WHAT TO WORK ON. Output all the entries below. Each must match exactly.

DATA.
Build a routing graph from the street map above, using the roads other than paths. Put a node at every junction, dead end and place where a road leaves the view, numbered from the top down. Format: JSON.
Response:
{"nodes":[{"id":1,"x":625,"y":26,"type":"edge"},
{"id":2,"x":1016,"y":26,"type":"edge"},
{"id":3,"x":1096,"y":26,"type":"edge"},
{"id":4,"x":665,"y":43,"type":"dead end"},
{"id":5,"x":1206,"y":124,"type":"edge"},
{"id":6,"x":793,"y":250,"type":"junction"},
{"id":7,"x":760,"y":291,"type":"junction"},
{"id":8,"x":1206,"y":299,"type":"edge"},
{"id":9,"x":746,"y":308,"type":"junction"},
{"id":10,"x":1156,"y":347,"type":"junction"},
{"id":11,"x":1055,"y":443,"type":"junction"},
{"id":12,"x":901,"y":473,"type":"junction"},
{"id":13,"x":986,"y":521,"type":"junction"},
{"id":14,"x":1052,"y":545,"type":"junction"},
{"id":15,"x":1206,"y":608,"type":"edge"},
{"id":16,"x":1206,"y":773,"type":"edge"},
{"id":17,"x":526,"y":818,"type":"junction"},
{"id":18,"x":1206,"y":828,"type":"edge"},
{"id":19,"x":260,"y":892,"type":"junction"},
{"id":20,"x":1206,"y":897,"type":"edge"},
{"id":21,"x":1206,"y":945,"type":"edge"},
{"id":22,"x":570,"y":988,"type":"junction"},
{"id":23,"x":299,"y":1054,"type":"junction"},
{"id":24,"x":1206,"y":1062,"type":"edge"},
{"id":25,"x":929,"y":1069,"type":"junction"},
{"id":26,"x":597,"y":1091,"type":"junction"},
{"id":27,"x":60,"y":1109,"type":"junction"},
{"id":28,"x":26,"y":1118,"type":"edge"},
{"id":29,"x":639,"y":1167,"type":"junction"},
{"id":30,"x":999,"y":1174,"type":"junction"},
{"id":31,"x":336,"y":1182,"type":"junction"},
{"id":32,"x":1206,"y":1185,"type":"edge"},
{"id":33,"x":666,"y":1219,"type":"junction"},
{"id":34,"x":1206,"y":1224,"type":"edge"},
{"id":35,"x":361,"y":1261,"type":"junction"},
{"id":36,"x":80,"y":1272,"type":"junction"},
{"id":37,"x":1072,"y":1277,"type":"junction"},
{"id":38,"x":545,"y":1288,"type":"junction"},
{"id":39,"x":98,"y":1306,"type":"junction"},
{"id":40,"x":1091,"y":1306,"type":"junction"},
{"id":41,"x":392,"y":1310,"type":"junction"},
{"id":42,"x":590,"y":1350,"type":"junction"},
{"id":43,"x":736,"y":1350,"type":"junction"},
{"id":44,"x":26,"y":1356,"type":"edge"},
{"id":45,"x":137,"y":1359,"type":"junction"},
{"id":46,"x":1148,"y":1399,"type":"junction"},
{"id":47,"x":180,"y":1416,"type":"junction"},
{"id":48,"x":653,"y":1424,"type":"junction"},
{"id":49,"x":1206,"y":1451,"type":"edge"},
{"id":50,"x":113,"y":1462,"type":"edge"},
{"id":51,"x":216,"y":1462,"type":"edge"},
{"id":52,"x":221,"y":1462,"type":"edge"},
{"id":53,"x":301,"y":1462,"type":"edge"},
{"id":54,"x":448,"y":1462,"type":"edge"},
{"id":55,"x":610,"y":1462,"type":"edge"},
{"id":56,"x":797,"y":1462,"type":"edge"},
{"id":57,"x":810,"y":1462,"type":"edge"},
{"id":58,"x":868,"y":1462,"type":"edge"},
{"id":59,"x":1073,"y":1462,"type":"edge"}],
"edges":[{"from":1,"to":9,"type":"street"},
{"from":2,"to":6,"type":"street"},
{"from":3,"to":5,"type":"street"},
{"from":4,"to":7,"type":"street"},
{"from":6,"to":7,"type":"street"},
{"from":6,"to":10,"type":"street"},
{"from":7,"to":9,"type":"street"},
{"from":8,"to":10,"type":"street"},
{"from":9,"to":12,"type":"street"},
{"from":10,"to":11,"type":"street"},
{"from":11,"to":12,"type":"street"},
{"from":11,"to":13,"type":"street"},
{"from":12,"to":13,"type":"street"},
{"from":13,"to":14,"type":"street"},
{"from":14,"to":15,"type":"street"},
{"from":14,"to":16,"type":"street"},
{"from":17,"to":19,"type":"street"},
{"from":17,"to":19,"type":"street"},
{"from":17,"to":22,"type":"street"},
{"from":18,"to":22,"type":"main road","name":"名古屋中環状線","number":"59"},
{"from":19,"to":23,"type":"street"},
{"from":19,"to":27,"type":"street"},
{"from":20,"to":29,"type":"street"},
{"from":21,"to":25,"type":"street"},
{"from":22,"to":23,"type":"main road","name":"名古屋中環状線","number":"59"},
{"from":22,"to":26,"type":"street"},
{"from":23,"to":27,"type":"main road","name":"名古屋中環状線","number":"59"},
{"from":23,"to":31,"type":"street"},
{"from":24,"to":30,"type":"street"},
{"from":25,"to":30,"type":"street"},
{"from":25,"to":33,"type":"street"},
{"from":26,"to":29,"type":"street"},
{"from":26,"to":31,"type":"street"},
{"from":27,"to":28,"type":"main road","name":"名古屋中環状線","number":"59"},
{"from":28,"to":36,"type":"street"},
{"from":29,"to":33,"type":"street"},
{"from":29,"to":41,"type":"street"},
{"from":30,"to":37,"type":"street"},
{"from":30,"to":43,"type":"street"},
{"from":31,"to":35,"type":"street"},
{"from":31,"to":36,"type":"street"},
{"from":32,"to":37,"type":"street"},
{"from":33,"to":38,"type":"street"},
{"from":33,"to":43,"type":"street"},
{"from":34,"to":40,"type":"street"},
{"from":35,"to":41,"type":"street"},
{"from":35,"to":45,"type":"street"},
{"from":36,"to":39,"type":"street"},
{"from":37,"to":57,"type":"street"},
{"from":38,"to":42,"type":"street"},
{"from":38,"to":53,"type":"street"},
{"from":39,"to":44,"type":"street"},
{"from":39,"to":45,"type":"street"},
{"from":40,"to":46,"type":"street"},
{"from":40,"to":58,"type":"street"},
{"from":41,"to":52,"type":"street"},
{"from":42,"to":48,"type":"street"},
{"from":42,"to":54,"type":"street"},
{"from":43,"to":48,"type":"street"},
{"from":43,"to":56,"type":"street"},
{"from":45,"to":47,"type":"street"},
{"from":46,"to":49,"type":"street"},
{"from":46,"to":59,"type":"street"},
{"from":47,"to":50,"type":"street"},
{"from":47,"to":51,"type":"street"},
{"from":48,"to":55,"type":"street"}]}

WRITTEN REPLY.
Build a routing graph from the street map above, using the roads other than paths. Put a node at every junction, dead end and place where a road leaves the view, numbered from the top down. Format: JSON.
Response:
{"nodes":[{"id":1,"x":625,"y":26,"type":"edge"},
{"id":2,"x":1016,"y":26,"type":"edge"},
{"id":3,"x":1096,"y":26,"type":"edge"},
{"id":4,"x":665,"y":43,"type":"dead end"},
{"id":5,"x":1206,"y":124,"type":"edge"},
{"id":6,"x":793,"y":250,"type":"junction"},
{"id":7,"x":760,"y":291,"type":"junction"},
{"id":8,"x":1206,"y":299,"type":"edge"},
{"id":9,"x":746,"y":308,"type":"junction"},
{"id":10,"x":1156,"y":347,"type":"junction"},
{"id":11,"x":1055,"y":443,"type":"junction"},
{"id":12,"x":901,"y":473,"type":"junction"},
{"id":13,"x":986,"y":521,"type":"junction"},
{"id":14,"x":1052,"y":545,"type":"junction"},
{"id":15,"x":1206,"y":608,"type":"edge"},
{"id":16,"x":1206,"y":773,"type":"edge"},
{"id":17,"x":526,"y":818,"type":"junction"},
{"id":18,"x":1206,"y":828,"type":"edge"},
{"id":19,"x":260,"y":892,"type":"junction"},
{"id":20,"x":1206,"y":897,"type":"edge"},
{"id":21,"x":1206,"y":945,"type":"edge"},
{"id":22,"x":570,"y":988,"type":"junction"},
{"id":23,"x":299,"y":1054,"type":"junction"},
{"id":24,"x":1206,"y":1062,"type":"edge"},
{"id":25,"x":929,"y":1069,"type":"junction"},
{"id":26,"x":597,"y":1091,"type":"junction"},
{"id":27,"x":60,"y":1109,"type":"junction"},
{"id":28,"x":26,"y":1118,"type":"edge"},
{"id":29,"x":639,"y":1167,"type":"junction"},
{"id":30,"x":999,"y":1174,"type":"junction"},
{"id":31,"x":336,"y":1182,"type":"junction"},
{"id":32,"x":1206,"y":1185,"type":"edge"},
{"id":33,"x":666,"y":1219,"type":"junction"},
{"id":34,"x":1206,"y":1224,"type":"edge"},
{"id":35,"x":361,"y":1261,"type":"junction"},
{"id":36,"x":80,"y":1272,"type":"junction"},
{"id":37,"x":1072,"y":1277,"type":"junction"},
{"id":38,"x":545,"y":1288,"type":"junction"},
{"id":39,"x":98,"y":1306,"type":"junction"},
{"id":40,"x":1091,"y":1306,"type":"junction"},
{"id":41,"x":392,"y":1310,"type":"junction"},
{"id":42,"x":590,"y":1350,"type":"junction"},
{"id":43,"x":736,"y":1350,"type":"junction"},
{"id":44,"x":26,"y":1356,"type":"edge"},
{"id":45,"x":137,"y":1359,"type":"junction"},
{"id":46,"x":1148,"y":1399,"type":"junction"},
{"id":47,"x":180,"y":1416,"type":"junction"},
{"id":48,"x":653,"y":1424,"type":"junction"},
{"id":49,"x":1206,"y":1451,"type":"edge"},
{"id":50,"x":113,"y":1462,"type":"edge"},
{"id":51,"x":216,"y":1462,"type":"edge"},
{"id":52,"x":221,"y":1462,"type":"edge"},
{"id":53,"x":301,"y":1462,"type":"edge"},
{"id":54,"x":448,"y":1462,"type":"edge"},
{"id":55,"x":610,"y":1462,"type":"edge"},
{"id":56,"x":797,"y":1462,"type":"edge"},
{"id":57,"x":810,"y":1462,"type":"edge"},
{"id":58,"x":868,"y":1462,"type":"edge"},
{"id":59,"x":1073,"y":1462,"type":"edge"}],
"edges":[{"from":1,"to":9,"type":"street"},
{"from":2,"to":6,"type":"street"},
{"from":3,"to":5,"type":"street"},
{"from":4,"to":7,"type":"street"},
{"from":6,"to":7,"type":"street"},
{"from":6,"to":10,"type":"street"},
{"from":7,"to":9,"type":"street"},
{"from":8,"to":10,"type":"street"},
{"from":9,"to":12,"type":"street"},
{"from":10,"to":11,"type":"street"},
{"from":11,"to":12,"type":"street"},
{"from":11,"to":13,"type":"street"},
{"from":12,"to":13,"type":"street"},
{"from":13,"to":14,"type":"street"},
{"from":14,"to":15,"type":"street"},
{"from":14,"to":16,"type":"street"},
{"from":17,"to":19,"type":"street"},
{"from":17,"to":19,"type":"street"},
{"from":17,"to":22,"type":"street"},
{"from":18,"to":22,"type":"main road","name":"名古屋中環状線","number":"59"},
{"from":19,"to":23,"type":"street"},
{"from":19,"to":27,"type":"street"},
{"from":20,"to":29,"type":"street"},
{"from":21,"to":25,"type":"street"},
{"from":22,"to":23,"type":"main road","name":"名古屋中環状線","number":"59"},
{"from":22,"to":26,"type":"street"},
{"from":23,"to":27,"type":"main road","name":"名古屋中環状線","number":"59"},
{"from":23,"to":31,"type":"street"},
{"from":24,"to":30,"type":"street"},
{"from":25,"to":30,"type":"street"},
{"from":25,"to":33,"type":"street"},
{"from":26,"to":29,"type":"street"},
{"from":26,"to":31,"type":"street"},
{"from":27,"to":28,"type":"main road","name":"名古屋中環状線","number":"59"},
{"from":28,"to":36,"type":"street"},
{"from":29,"to":33,"type":"street"},
{"from":29,"to":41,"type":"street"},
{"from":30,"to":37,"type":"street"},
{"from":30,"to":43,"type":"street"},
{"from":31,"to":35,"type":"street"},
{"from":31,"to":36,"type":"street"},
{"from":32,"to":37,"type":"street"},
{"from":33,"to":38,"type":"street"},
{"from":33,"to":43,"type":"street"},
{"from":34,"to":40,"type":"street"},
{"from":35,"to":41,"type":"street"},
{"from":35,"to":45,"type":"street"},
{"from":36,"to":39,"type":"street"},
{"from":37,"to":57,"type":"street"},
{"from":38,"to":42,"type":"street"},
{"from":38,"to":53,"type":"street"},
{"from":39,"to":44,"type":"street"},
{"from":39,"to":45,"type":"street"},
{"from":40,"to":46,"type":"street"},
{"from":40,"to":58,"type":"street"},
{"from":41,"to":52,"type":"street"},
{"from":42,"to":48,"type":"street"},
{"from":42,"to":54,"type":"street"},
{"from":43,"to":48,"type":"street"},
{"from":43,"to":56,"type":"street"},
{"from":45,"to":47,"type":"street"},
{"from":46,"to":49,"type":"street"},
{"from":46,"to":59,"type":"street"},
{"from":47,"to":50,"type":"street"},
{"from":47,"to":51,"type":"street"},
{"from":48,"to":55,"type":"street"}]}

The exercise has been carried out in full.